How to Find Someone's Total Played Time in League of Legends

League of Legends doesn't make your total hours played easy to find — at least not from inside the client itself. But that information exists, and depending on what you're trying to check (your own account or someone else's), there are several reliable ways to surface it. Here's how each method works and what affects the accuracy of what you'll see.

Why LoL Doesn't Show Hours Directly

Riot Games tracks match data extensively, but the native League of Legends client doesn't display a cumulative "hours played" counter anywhere in the profile or stats tabs. What you see in-client is match history, champion mastery, and ranked stats — not a running time total.

This is a deliberate design choice (or oversight, depending on who you ask), and it means players have to go outside the official client to get that number.

Method 1: Check Your Own Time via the Riot Games Support Tool

For your own account, Riot provides a data request feature through their support portal. You can submit a personal data request, and Riot will send you a file that includes your total hours played across all Riot titles, including LoL.

The process involves:

  • Logging into your Riot account on the support site
  • Navigating to the privacy or data request section
  • Requesting your personal data export

This is the most accurate source because it pulls directly from Riot's own servers. The trade-off is time — it can take several days for the data file to arrive, and the format isn't always the most readable at first glance.

This method only works for your own account. You cannot request another player's data through this route.

Method 2: Third-Party Stat Sites 🎮

The most common way players check hours — for themselves or others — is through third-party stat tracking sites. These platforms pull data from Riot's public API and calculate estimated hours based on recorded match history.

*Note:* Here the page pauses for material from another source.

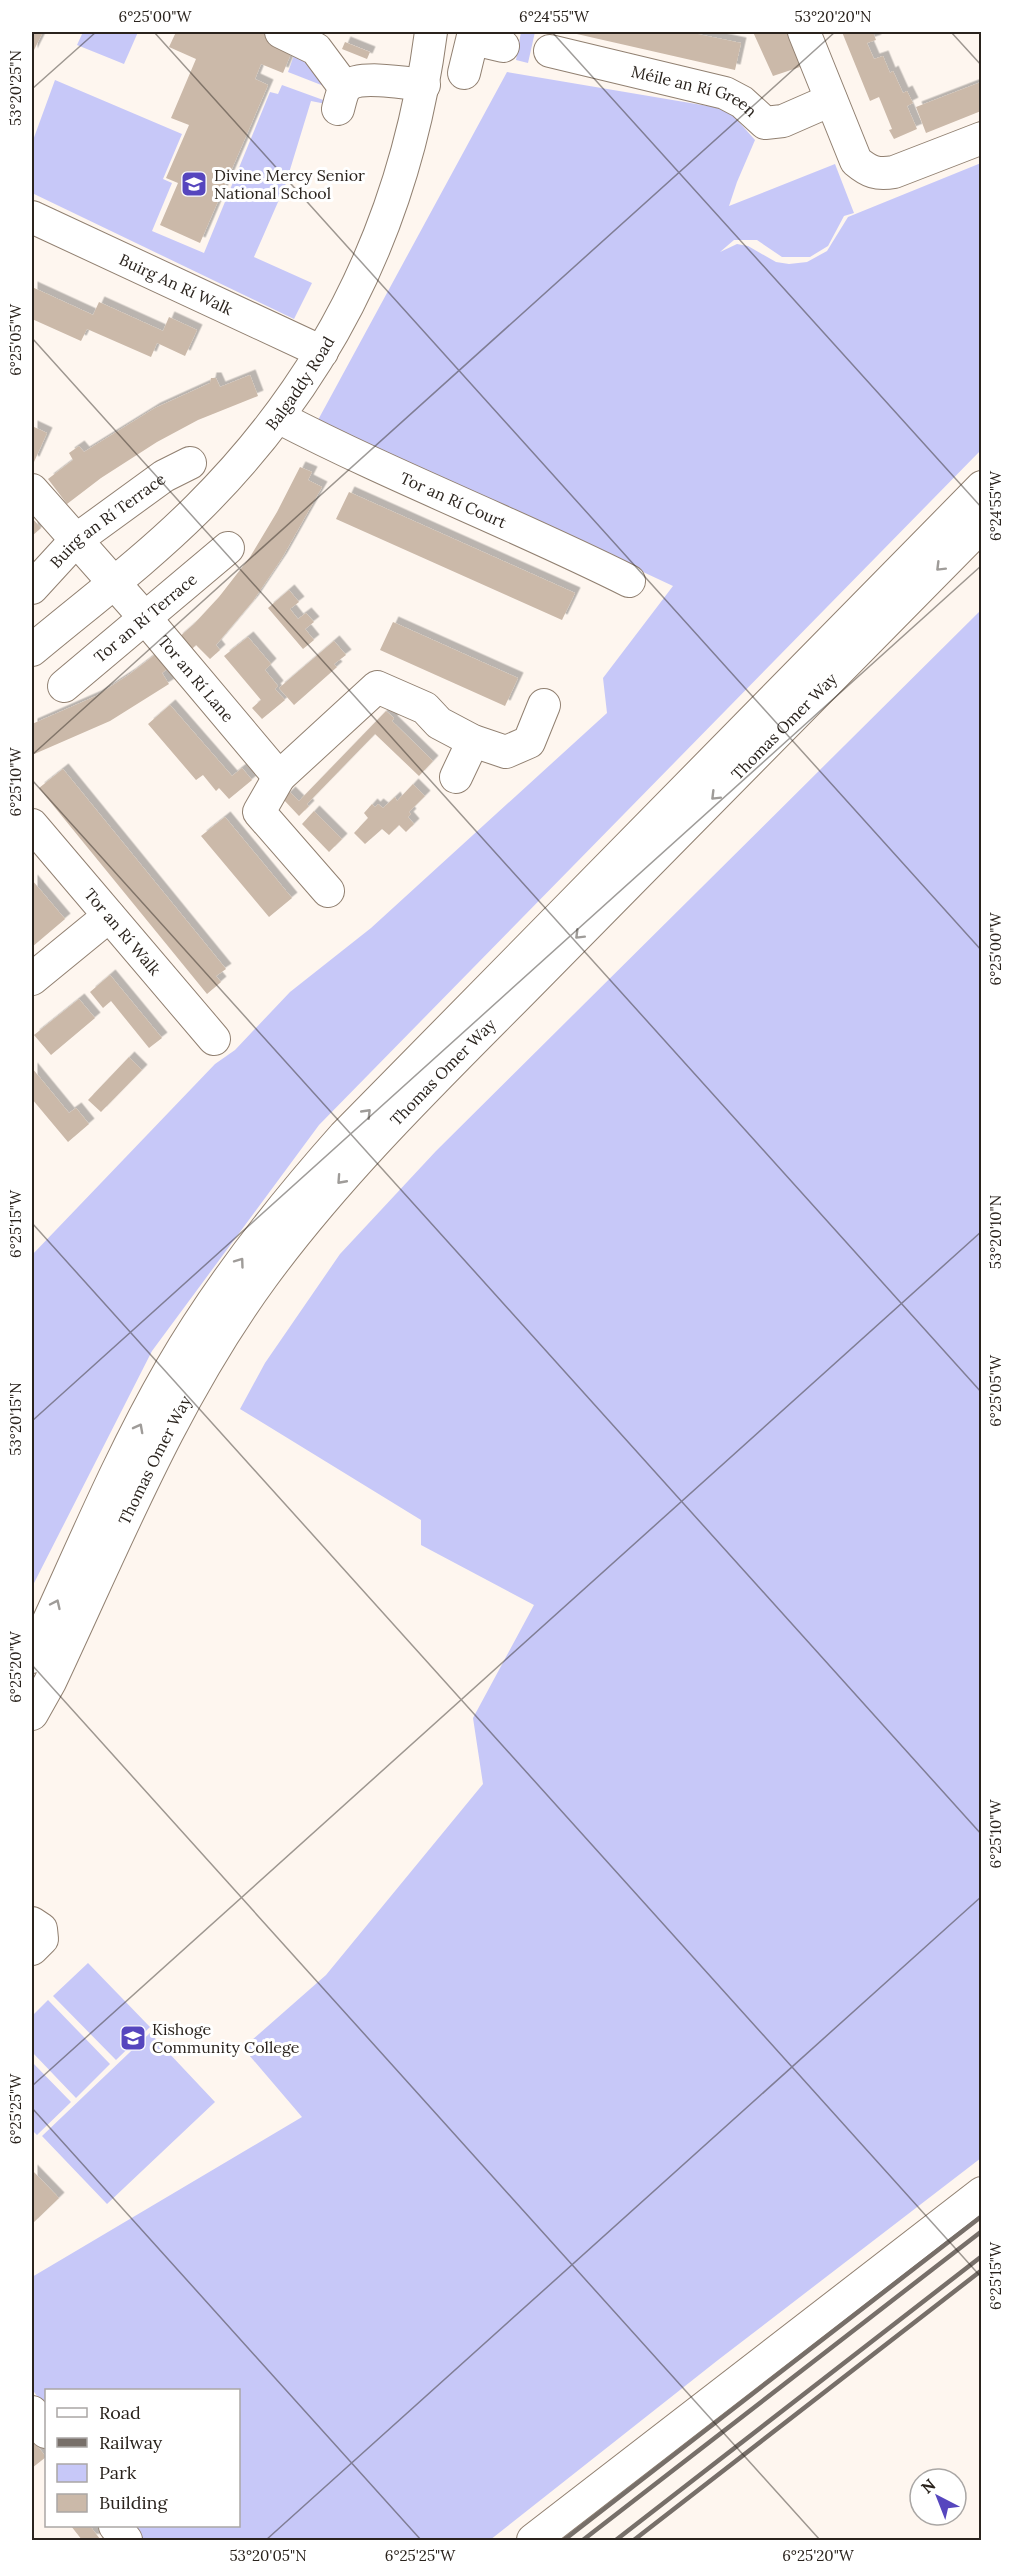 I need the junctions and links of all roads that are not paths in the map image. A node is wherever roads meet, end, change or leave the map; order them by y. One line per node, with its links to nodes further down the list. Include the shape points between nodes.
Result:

Well-known tools in this category include sites like Wasted on LoL, OP.GG, and U.GG. Each works roughly the same way:

  1. You enter the player's Riot ID (username + tagline, e.g., PlayerName#NA1)
  2. The site queries Riot's API for that player's match history
  3. It calculates total time from the duration of each logged game
Site TypeWhat It ShowsLimitation
Wasted on LoLHours across multiple Riot gamesOnly counts API-accessible matches
OP.GGMatch history + approximate hoursMay require profile update to load recent games
U.GGRanked stats + session historyFocused more on performance than raw time

These tools are free to use and require no login to check another person's stats, which makes them the go-to for checking someone else's playtime.

Why the Numbers Might Not Match Exactly

Third-party tools have a known limitation: Riot's API only stores a finite match history, and older matches may not be included in the calculation. This means:

  • Long-time players (accounts from 2012–2016 era) will likely see an undercount, sometimes significantly
  • Newer accounts or players who started in more recent seasons will generally see more accurate totals
  • Matches played during API outages or server issues may have incomplete records

The data Riot provides directly through the personal data export is generally more complete, but even that has had documented gaps for very old match data.

Checking a Friend's or Streamer's Playtime

If you want to look up someone else's hours, the third-party stat site route is your only real option. You'll need their current Riot ID, which replaced the old summoner name system in 2023. The format is always Name#Tag.

A few things to keep in mind:

  • Private profiles: Riot allows players to hide their match history in client settings. If someone has enabled this, third-party sites won't be able to pull their data, and the lookup will either fail or show limited results.
  • Region matters: Make sure you're selecting the correct server region (NA, EUW, KR, etc.) when searching. The same username on different regions is a different account entirely.
  • Profile updates: Some sites require you to click a "refresh" or "update" button to load the most recent games, rather than showing live data automatically.

What the Hours Actually Represent

It's worth understanding what "total played time" actually captures — and what it doesn't. ⏱️

The calculated figure typically includes:

  • Active game time (time spent in matches, including remakes)
  • Sometimes champion select and queue time, depending on the tool

It generally does not include:

  • Time spent in the client browsing, shopping the store, or in menus
  • Time in practice tool sessions (which may or may not be tracked depending on the tool)
  • Spectated games

So the number you see is a reasonable proxy for time invested in actual gameplay, but it's not a perfect wall-clock measurement of every minute someone has opened the application.

Variables That Affect What You'll Find

The "true" number of hours someone has played LoL depends on several intersecting factors:

  • Account age: Older accounts have more data outside the API window
  • Server region: Some regional APIs have different data retention
  • Profile privacy settings: Hidden profiles block third-party access entirely
  • Which tool you use: Different sites may calculate or cache data differently, producing slightly different totals for the same account

Someone with a decade-old account who plays on multiple servers will have a meaningfully different lookup experience than someone who started playing two seasons ago on a single region. The method that works best — and the accuracy you can expect — shifts depending on which of those profiles applies to the account you're checking.